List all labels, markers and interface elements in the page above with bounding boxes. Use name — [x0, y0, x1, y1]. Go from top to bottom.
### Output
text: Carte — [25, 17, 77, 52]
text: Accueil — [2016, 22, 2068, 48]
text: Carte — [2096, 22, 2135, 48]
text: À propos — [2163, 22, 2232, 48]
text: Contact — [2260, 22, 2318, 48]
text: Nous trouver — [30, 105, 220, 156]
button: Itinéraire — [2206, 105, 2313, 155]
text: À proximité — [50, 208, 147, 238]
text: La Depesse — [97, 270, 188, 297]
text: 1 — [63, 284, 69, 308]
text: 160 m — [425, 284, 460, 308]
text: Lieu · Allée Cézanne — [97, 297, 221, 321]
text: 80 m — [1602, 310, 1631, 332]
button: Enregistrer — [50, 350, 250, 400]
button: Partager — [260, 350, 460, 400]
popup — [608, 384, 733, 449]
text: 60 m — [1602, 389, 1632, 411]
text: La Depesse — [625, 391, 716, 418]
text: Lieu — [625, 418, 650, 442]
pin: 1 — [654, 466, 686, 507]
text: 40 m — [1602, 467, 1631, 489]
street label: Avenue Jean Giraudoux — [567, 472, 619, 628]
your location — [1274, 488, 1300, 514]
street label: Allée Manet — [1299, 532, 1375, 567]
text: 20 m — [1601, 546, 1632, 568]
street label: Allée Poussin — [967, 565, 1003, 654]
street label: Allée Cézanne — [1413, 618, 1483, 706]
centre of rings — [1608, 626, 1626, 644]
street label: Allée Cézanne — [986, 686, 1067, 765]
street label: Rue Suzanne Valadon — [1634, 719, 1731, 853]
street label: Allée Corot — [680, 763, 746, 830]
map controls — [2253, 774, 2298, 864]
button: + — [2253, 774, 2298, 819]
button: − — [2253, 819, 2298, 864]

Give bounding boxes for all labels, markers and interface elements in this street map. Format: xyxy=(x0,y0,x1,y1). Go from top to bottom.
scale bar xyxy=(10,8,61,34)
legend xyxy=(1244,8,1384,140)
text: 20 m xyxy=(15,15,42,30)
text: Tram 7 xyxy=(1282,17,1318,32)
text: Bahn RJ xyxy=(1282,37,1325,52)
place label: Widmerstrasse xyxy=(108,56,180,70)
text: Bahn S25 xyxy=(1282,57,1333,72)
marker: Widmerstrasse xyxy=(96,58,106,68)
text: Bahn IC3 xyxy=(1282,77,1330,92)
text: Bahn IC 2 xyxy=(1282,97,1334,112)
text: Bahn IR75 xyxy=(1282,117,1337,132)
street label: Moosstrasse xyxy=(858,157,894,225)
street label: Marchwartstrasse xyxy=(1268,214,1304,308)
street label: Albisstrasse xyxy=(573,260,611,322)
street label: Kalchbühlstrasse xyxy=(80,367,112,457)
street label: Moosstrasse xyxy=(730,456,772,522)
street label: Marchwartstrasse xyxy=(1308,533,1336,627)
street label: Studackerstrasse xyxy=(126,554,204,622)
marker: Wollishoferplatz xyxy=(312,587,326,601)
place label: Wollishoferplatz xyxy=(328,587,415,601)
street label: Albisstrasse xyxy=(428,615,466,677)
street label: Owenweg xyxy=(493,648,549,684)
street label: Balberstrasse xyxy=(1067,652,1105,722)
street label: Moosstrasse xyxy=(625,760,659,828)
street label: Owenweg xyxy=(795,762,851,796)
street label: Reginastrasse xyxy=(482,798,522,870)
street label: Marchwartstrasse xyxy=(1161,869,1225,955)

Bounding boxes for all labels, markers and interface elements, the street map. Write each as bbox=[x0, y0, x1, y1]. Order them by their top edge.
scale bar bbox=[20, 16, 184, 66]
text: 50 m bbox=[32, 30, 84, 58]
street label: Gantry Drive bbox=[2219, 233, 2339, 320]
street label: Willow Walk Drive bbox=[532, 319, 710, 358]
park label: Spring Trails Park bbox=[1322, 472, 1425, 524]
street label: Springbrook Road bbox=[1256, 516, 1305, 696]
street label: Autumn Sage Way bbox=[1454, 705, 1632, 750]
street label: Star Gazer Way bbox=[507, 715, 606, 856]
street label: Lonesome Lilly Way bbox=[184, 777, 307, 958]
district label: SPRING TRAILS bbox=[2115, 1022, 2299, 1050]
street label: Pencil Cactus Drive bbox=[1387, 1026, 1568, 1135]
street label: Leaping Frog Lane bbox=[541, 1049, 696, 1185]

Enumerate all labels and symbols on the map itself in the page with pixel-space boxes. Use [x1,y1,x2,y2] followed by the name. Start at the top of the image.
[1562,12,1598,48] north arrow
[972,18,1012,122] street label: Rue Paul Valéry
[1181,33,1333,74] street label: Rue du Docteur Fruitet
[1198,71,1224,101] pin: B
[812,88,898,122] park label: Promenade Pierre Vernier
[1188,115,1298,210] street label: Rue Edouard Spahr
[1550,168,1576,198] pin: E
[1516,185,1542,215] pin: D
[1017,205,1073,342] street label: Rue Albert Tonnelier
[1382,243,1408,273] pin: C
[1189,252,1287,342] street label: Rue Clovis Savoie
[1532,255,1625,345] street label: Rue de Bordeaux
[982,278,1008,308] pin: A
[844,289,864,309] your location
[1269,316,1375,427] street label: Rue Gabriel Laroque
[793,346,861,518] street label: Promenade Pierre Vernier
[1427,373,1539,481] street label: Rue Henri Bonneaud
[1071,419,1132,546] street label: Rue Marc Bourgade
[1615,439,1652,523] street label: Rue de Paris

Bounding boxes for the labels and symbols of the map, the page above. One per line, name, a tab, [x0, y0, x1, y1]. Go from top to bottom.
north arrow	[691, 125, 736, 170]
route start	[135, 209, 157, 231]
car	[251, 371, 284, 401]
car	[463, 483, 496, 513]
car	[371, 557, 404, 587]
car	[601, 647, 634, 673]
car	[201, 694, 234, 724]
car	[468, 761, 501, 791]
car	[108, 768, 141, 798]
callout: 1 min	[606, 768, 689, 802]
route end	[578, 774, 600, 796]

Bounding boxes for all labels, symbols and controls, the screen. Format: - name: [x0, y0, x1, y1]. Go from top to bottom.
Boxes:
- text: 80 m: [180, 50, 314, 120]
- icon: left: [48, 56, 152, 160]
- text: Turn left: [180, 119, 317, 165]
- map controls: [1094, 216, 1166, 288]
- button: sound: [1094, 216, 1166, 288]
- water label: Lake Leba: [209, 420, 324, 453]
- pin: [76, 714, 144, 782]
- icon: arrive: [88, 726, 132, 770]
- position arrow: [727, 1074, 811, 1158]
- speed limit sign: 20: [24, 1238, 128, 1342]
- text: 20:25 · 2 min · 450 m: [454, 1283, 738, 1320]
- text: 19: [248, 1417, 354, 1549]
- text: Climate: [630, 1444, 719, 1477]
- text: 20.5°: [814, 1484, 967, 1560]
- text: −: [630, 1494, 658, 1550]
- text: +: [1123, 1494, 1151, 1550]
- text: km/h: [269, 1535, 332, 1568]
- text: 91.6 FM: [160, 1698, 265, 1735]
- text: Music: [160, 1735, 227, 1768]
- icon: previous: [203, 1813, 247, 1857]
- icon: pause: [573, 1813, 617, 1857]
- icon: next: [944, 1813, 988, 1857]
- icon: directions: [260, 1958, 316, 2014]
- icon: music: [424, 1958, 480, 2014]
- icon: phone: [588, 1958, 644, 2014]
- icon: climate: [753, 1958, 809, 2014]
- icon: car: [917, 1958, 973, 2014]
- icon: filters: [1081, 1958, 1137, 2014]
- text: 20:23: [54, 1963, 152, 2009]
┄┄┄┄┄┄┄┄┄┄┄┄┄┄┄┄┄┄┄┄
### WHAT IS REQUIRED
Exactly as shown above, return all of the entries.

### RESPONSE TO THIS EXERCISE
List all labels, markers and interface elements in the page above with bounding boxes. Use name — [x0, y0, x1, y1]. Go from top to bottom.
### Output
text: Carte — [25, 17, 77, 52]
text: Accueil — [2016, 22, 2068, 48]
text: Carte — [2096, 22, 2135, 48]
text: À propos — [2163, 22, 2232, 48]
text: Contact — [2260, 22, 2318, 48]
text: Nous trouver — [30, 105, 220, 156]
button: Itinéraire — [2206, 105, 2313, 155]
text: À proximité — [50, 208, 147, 238]
text: La Depesse — [97, 270, 188, 297]
text: 1 — [63, 284, 69, 308]
text: 160 m — [425, 284, 460, 308]
text: Lieu · Allée Cézanne — [97, 297, 221, 321]
text: 80 m — [1602, 310, 1631, 332]
button: Enregistrer — [50, 350, 250, 400]
button: Partager — [260, 350, 460, 400]
popup — [608, 384, 733, 449]
text: 60 m — [1602, 389, 1632, 411]
text: La Depesse — [625, 391, 716, 418]
text: Lieu — [625, 418, 650, 442]
pin: 1 — [654, 466, 686, 507]
text: 40 m — [1602, 467, 1631, 489]
street label: Avenue Jean Giraudoux — [567, 472, 619, 628]
your location — [1274, 488, 1300, 514]
street label: Allée Manet — [1299, 532, 1375, 567]
text: 20 m — [1601, 546, 1632, 568]
street label: Allée Poussin — [967, 565, 1003, 654]
street label: Allée Cézanne — [1413, 618, 1483, 706]
centre of rings — [1608, 626, 1626, 644]
street label: Allée Cézanne — [986, 686, 1067, 765]
street label: Rue Suzanne Valadon — [1634, 719, 1731, 853]
street label: Allée Corot — [680, 763, 746, 830]
map controls — [2253, 774, 2298, 864]
button: + — [2253, 774, 2298, 819]
button: − — [2253, 819, 2298, 864]

Give bounding boxes for all labels, markers and interface elements in this street map. Format: xyxy=(x0,y0,x1,y1). Go from top to bottom.
scale bar xyxy=(10,8,61,34)
legend xyxy=(1244,8,1384,140)
text: 20 m xyxy=(15,15,42,30)
text: Tram 7 xyxy=(1282,17,1318,32)
text: Bahn RJ xyxy=(1282,37,1325,52)
place label: Widmerstrasse xyxy=(108,56,180,70)
text: Bahn S25 xyxy=(1282,57,1333,72)
marker: Widmerstrasse xyxy=(96,58,106,68)
text: Bahn IC3 xyxy=(1282,77,1330,92)
text: Bahn IC 2 xyxy=(1282,97,1334,112)
text: Bahn IR75 xyxy=(1282,117,1337,132)
street label: Moosstrasse xyxy=(858,157,894,225)
street label: Marchwartstrasse xyxy=(1268,214,1304,308)
street label: Albisstrasse xyxy=(573,260,611,322)
street label: Kalchbühlstrasse xyxy=(80,367,112,457)
street label: Moosstrasse xyxy=(730,456,772,522)
street label: Marchwartstrasse xyxy=(1308,533,1336,627)
street label: Studackerstrasse xyxy=(126,554,204,622)
marker: Wollishoferplatz xyxy=(312,587,326,601)
place label: Wollishoferplatz xyxy=(328,587,415,601)
street label: Albisstrasse xyxy=(428,615,466,677)
street label: Owenweg xyxy=(493,648,549,684)
street label: Balberstrasse xyxy=(1067,652,1105,722)
street label: Moosstrasse xyxy=(625,760,659,828)
street label: Owenweg xyxy=(795,762,851,796)
street label: Reginastrasse xyxy=(482,798,522,870)
street label: Marchwartstrasse xyxy=(1161,869,1225,955)

Bounding boxes for all labels, markers and interface elements, the street map. Write each as bbox=[x0, y0, x1, y1]. Order them by their top edge.
scale bar bbox=[20, 16, 184, 66]
text: 50 m bbox=[32, 30, 84, 58]
street label: Gantry Drive bbox=[2219, 233, 2339, 320]
street label: Willow Walk Drive bbox=[532, 319, 710, 358]
park label: Spring Trails Park bbox=[1322, 472, 1425, 524]
street label: Springbrook Road bbox=[1256, 516, 1305, 696]
street label: Autumn Sage Way bbox=[1454, 705, 1632, 750]
street label: Star Gazer Way bbox=[507, 715, 606, 856]
street label: Lonesome Lilly Way bbox=[184, 777, 307, 958]
district label: SPRING TRAILS bbox=[2115, 1022, 2299, 1050]
street label: Pencil Cactus Drive bbox=[1387, 1026, 1568, 1135]
street label: Leaping Frog Lane bbox=[541, 1049, 696, 1185]

Enumerate all labels and symbols on the map itself in the page with pixel-space boxes. Use [x1,y1,x2,y2] followed by the name. Start at the top of the image.
[1562,12,1598,48] north arrow
[972,18,1012,122] street label: Rue Paul Valéry
[1181,33,1333,74] street label: Rue du Docteur Fruitet
[1198,71,1224,101] pin: B
[812,88,898,122] park label: Promenade Pierre Vernier
[1188,115,1298,210] street label: Rue Edouard Spahr
[1550,168,1576,198] pin: E
[1516,185,1542,215] pin: D
[1017,205,1073,342] street label: Rue Albert Tonnelier
[1382,243,1408,273] pin: C
[1189,252,1287,342] street label: Rue Clovis Savoie
[1532,255,1625,345] street label: Rue de Bordeaux
[982,278,1008,308] pin: A
[844,289,864,309] your location
[1269,316,1375,427] street label: Rue Gabriel Laroque
[793,346,861,518] street label: Promenade Pierre Vernier
[1427,373,1539,481] street label: Rue Henri Bonneaud
[1071,419,1132,546] street label: Rue Marc Bourgade
[1615,439,1652,523] street label: Rue de Paris

Bounding boxes for the labels and symbols of the map, the page above. One per line, name, a tab, [x0, y0, x1, y1]. Go from top to bottom.
north arrow	[691, 125, 736, 170]
route start	[135, 209, 157, 231]
car	[251, 371, 284, 401]
car	[463, 483, 496, 513]
car	[371, 557, 404, 587]
car	[601, 647, 634, 673]
car	[201, 694, 234, 724]
car	[468, 761, 501, 791]
car	[108, 768, 141, 798]
callout: 1 min	[606, 768, 689, 802]
route end	[578, 774, 600, 796]

Bounding boxes for all labels, symbols and controls, the screen. Format: - name: [x0, y0, x1, y1]. Go from top to bottom.
Boxes:
- text: 80 m: [180, 50, 314, 120]
- icon: left: [48, 56, 152, 160]
- text: Turn left: [180, 119, 317, 165]
- map controls: [1094, 216, 1166, 288]
- button: sound: [1094, 216, 1166, 288]
- water label: Lake Leba: [209, 420, 324, 453]
- pin: [76, 714, 144, 782]
- icon: arrive: [88, 726, 132, 770]
- position arrow: [727, 1074, 811, 1158]
- speed limit sign: 20: [24, 1238, 128, 1342]
- text: 20:25 · 2 min · 450 m: [454, 1283, 738, 1320]
- text: 19: [248, 1417, 354, 1549]
- text: Climate: [630, 1444, 719, 1477]
- text: 20.5°: [814, 1484, 967, 1560]
- text: −: [630, 1494, 658, 1550]
- text: +: [1123, 1494, 1151, 1550]
- text: km/h: [269, 1535, 332, 1568]
- text: 91.6 FM: [160, 1698, 265, 1735]
- text: Music: [160, 1735, 227, 1768]
- icon: previous: [203, 1813, 247, 1857]
- icon: pause: [573, 1813, 617, 1857]
- icon: next: [944, 1813, 988, 1857]
- icon: directions: [260, 1958, 316, 2014]
- icon: music: [424, 1958, 480, 2014]
- icon: phone: [588, 1958, 644, 2014]
- icon: climate: [753, 1958, 809, 2014]
- icon: car: [917, 1958, 973, 2014]
- icon: filters: [1081, 1958, 1137, 2014]
- text: 20:23: [54, 1963, 152, 2009]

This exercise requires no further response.